:: Records provided

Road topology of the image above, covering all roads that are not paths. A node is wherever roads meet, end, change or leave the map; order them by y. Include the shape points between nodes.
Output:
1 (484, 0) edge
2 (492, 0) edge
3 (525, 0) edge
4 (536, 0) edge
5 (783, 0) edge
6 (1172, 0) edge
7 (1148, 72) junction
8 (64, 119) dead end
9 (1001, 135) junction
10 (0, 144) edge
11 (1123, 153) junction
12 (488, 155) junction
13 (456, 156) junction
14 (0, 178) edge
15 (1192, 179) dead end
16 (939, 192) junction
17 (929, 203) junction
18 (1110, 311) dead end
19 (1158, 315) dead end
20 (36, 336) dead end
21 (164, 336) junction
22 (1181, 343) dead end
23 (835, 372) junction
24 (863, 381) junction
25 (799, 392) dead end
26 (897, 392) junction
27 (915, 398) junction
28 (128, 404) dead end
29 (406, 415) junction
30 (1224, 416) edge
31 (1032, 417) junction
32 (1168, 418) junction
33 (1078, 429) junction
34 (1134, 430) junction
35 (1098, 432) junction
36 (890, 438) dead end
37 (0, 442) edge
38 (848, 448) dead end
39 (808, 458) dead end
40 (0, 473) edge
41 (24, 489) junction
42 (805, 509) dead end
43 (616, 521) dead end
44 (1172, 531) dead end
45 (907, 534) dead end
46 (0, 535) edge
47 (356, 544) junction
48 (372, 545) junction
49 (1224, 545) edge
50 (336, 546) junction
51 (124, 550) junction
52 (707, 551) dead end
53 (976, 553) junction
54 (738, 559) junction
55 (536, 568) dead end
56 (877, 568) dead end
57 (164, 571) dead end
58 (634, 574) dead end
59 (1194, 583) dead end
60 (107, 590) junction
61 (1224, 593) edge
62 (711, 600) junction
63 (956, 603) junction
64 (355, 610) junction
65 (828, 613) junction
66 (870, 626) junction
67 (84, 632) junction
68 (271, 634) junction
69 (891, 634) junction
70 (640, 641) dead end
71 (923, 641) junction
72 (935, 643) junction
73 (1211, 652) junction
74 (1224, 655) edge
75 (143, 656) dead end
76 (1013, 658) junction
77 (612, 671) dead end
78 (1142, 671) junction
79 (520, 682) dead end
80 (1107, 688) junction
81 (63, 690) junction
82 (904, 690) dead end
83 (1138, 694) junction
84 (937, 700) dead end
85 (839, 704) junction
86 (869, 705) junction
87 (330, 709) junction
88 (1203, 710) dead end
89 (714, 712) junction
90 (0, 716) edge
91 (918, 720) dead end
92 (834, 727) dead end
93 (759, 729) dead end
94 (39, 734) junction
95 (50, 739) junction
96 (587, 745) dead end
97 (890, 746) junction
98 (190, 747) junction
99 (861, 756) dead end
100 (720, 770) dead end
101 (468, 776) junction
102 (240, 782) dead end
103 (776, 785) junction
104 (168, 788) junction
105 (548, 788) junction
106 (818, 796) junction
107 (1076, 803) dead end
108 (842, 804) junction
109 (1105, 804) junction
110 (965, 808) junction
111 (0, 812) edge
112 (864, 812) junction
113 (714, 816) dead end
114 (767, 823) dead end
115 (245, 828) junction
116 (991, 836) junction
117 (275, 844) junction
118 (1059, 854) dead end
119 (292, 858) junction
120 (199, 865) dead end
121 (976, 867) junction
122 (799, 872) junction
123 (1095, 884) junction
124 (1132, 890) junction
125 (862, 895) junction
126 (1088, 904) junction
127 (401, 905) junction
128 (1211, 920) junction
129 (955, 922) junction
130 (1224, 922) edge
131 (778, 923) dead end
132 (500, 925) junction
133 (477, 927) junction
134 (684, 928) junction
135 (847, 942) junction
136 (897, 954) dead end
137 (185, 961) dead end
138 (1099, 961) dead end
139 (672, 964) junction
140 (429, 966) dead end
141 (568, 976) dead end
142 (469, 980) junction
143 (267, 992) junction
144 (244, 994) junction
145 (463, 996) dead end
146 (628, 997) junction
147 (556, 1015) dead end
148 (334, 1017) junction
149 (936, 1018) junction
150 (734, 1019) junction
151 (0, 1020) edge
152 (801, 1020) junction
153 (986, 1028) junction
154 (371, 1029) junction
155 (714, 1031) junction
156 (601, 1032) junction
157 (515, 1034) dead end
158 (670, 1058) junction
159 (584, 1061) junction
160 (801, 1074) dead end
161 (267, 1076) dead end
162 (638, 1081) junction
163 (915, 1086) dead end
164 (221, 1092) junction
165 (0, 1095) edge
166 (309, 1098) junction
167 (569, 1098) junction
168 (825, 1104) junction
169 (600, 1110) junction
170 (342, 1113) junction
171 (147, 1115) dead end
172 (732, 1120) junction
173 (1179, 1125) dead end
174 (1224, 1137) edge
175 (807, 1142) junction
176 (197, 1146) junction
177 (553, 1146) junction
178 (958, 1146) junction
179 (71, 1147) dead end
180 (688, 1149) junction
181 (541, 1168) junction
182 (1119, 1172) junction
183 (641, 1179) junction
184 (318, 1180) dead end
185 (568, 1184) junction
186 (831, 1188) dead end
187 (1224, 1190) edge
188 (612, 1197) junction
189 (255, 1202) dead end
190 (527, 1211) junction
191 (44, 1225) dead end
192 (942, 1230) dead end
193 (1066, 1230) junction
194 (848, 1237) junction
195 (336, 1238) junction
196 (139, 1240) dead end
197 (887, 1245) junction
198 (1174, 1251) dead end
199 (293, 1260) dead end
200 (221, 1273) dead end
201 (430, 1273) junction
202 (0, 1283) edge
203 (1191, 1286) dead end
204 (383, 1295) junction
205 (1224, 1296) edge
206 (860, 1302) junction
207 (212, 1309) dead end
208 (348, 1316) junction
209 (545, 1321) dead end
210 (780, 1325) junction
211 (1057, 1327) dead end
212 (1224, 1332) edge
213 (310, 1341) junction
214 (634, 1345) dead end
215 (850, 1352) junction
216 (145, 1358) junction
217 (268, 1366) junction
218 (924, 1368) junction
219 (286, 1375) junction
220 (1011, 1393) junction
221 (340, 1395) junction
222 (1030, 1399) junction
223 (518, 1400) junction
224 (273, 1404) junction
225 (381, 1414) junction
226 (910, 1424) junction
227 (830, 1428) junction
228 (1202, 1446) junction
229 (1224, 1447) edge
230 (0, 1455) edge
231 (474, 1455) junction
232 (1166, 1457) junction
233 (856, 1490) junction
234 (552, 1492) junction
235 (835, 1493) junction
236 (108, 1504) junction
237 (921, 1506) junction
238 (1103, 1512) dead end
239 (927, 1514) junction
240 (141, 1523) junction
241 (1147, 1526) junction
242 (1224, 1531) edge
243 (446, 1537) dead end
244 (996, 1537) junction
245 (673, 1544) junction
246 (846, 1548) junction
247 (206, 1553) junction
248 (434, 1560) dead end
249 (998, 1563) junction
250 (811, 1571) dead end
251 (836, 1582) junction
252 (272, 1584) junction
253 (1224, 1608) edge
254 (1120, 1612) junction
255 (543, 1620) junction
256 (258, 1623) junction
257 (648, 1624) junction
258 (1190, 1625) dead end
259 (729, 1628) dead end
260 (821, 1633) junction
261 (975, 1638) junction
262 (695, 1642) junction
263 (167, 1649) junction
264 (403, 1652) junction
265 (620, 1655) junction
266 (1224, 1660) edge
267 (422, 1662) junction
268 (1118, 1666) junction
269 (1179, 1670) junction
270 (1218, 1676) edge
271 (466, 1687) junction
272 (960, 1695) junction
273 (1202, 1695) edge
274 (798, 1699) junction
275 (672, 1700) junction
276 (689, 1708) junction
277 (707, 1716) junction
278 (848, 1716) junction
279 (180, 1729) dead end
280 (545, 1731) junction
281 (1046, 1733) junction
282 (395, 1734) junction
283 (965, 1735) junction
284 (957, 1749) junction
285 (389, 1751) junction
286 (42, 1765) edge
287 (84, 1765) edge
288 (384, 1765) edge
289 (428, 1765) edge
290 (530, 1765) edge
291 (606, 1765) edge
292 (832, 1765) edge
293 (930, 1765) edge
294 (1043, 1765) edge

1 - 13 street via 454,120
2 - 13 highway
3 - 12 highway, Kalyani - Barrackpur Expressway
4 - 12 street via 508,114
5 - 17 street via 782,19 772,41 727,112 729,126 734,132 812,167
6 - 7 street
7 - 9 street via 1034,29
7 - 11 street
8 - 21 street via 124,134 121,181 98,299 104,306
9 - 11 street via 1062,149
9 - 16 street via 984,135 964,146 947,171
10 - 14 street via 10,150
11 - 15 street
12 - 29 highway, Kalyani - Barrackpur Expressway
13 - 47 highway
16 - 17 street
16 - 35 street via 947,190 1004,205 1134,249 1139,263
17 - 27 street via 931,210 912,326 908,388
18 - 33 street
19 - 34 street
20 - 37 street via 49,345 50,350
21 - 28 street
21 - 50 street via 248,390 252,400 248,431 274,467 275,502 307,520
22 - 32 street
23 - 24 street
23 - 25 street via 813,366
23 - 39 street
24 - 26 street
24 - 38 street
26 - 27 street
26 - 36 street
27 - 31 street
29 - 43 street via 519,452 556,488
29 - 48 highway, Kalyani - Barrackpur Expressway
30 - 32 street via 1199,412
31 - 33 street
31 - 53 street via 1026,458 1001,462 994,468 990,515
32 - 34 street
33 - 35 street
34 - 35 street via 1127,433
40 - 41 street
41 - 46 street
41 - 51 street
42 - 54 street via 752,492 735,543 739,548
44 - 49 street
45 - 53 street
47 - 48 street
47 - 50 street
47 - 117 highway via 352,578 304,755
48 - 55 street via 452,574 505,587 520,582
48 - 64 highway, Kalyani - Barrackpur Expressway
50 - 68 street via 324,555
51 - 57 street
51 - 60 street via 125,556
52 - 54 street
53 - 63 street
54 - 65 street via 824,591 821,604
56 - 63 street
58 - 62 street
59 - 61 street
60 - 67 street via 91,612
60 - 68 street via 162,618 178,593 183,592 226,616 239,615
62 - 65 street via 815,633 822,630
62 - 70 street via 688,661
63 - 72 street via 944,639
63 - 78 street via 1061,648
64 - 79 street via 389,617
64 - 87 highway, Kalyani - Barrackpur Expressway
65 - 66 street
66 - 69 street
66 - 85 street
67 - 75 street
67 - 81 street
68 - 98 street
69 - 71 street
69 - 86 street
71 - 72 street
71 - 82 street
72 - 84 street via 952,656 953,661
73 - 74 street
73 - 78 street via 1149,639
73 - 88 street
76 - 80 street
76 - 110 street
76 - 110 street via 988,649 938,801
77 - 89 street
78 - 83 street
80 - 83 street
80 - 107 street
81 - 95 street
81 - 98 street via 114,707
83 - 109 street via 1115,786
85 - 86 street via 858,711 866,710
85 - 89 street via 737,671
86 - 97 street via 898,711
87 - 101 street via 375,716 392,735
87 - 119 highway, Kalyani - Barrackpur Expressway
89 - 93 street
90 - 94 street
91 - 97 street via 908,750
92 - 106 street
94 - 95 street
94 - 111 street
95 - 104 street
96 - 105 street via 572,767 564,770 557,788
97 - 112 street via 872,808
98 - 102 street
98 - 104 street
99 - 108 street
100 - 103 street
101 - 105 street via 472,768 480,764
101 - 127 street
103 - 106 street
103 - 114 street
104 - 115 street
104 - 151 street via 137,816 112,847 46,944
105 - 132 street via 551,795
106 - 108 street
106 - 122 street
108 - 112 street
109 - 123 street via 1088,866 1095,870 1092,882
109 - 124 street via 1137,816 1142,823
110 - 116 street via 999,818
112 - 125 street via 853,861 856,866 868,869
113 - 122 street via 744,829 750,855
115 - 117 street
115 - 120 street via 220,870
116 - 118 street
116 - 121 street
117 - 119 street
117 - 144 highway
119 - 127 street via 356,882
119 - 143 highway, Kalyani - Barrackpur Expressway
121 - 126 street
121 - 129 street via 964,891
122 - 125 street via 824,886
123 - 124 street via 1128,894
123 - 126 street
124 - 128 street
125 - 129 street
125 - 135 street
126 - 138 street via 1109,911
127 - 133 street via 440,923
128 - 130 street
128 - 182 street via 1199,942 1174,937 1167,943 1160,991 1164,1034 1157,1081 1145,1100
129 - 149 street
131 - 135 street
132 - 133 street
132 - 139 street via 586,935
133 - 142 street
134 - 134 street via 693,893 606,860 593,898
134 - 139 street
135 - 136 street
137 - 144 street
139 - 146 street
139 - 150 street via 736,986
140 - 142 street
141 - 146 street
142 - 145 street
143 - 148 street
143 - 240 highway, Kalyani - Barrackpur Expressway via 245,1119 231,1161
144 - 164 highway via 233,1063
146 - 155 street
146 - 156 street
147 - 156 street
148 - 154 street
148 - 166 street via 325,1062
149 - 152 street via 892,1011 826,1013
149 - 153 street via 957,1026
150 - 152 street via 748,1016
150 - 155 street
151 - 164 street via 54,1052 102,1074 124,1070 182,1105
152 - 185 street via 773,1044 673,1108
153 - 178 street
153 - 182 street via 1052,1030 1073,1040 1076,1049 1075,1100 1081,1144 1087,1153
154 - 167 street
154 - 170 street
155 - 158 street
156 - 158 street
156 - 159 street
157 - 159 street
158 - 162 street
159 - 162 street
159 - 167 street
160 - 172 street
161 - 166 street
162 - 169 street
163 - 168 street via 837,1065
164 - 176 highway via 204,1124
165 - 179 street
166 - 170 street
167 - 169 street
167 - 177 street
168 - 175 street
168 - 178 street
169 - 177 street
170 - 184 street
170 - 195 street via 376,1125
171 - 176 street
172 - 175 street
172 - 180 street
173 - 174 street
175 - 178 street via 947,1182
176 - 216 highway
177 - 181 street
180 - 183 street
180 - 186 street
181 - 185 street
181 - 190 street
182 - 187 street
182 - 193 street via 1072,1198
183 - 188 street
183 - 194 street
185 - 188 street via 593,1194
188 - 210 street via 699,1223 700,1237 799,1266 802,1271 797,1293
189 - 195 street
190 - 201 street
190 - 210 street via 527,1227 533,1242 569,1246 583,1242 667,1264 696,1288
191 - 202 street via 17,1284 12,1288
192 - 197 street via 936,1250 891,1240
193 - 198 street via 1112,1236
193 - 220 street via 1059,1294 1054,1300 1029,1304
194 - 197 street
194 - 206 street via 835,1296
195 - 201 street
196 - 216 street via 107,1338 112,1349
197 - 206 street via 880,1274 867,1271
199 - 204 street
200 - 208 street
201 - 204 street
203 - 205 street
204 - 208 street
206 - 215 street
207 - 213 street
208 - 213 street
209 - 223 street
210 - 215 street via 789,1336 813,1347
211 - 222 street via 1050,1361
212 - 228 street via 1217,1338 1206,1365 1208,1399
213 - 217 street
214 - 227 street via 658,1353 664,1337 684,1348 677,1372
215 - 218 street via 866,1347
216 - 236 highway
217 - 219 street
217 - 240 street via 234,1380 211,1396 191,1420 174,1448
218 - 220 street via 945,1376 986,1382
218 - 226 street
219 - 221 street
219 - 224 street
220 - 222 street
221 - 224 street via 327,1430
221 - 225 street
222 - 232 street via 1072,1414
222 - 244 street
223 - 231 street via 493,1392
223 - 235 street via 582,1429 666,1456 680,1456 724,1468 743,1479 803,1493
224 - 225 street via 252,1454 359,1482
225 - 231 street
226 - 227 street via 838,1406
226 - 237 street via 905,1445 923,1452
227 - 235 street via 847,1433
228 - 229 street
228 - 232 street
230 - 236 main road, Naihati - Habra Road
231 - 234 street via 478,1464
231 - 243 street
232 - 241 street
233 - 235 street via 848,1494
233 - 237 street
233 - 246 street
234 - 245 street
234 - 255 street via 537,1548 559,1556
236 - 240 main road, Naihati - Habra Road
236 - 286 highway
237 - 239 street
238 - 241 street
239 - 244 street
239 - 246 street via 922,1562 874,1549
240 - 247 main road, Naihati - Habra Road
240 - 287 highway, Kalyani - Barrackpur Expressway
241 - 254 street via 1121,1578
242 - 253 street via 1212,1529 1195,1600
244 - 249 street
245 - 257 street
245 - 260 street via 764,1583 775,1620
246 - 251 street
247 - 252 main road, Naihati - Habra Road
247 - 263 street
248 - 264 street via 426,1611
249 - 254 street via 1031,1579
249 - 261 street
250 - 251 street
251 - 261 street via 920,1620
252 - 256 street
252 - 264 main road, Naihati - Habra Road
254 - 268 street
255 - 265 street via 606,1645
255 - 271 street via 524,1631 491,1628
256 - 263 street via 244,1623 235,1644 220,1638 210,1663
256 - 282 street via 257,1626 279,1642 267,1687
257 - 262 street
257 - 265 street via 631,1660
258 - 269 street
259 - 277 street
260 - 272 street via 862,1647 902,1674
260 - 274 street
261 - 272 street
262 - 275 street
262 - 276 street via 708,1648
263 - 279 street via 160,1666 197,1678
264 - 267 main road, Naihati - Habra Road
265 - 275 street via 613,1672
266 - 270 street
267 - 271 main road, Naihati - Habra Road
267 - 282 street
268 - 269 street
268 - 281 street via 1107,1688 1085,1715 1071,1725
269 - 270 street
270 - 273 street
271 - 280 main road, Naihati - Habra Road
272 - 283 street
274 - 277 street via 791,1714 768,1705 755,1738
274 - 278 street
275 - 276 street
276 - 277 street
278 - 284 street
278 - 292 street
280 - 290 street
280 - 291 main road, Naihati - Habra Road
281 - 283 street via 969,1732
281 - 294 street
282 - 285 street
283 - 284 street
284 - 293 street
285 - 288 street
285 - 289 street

::::

### Task requirements:
Search the entries for the string "Naihati" and copy each line where it occurs.

### Answer to this problem:
230 - 236 main road, Naihati - Habra Road
236 - 240 main road, Naihati - Habra Road
240 - 247 main road, Naihati - Habra Road
247 - 252 main road, Naihati - Habra Road
252 - 264 main road, Naihati - Habra Road
264 - 267 main road, Naihati - Habra Road
267 - 271 main road, Naihati - Habra Road
271 - 280 main road, Naihati - Habra Road
280 - 291 main road, Naihati - Habra Road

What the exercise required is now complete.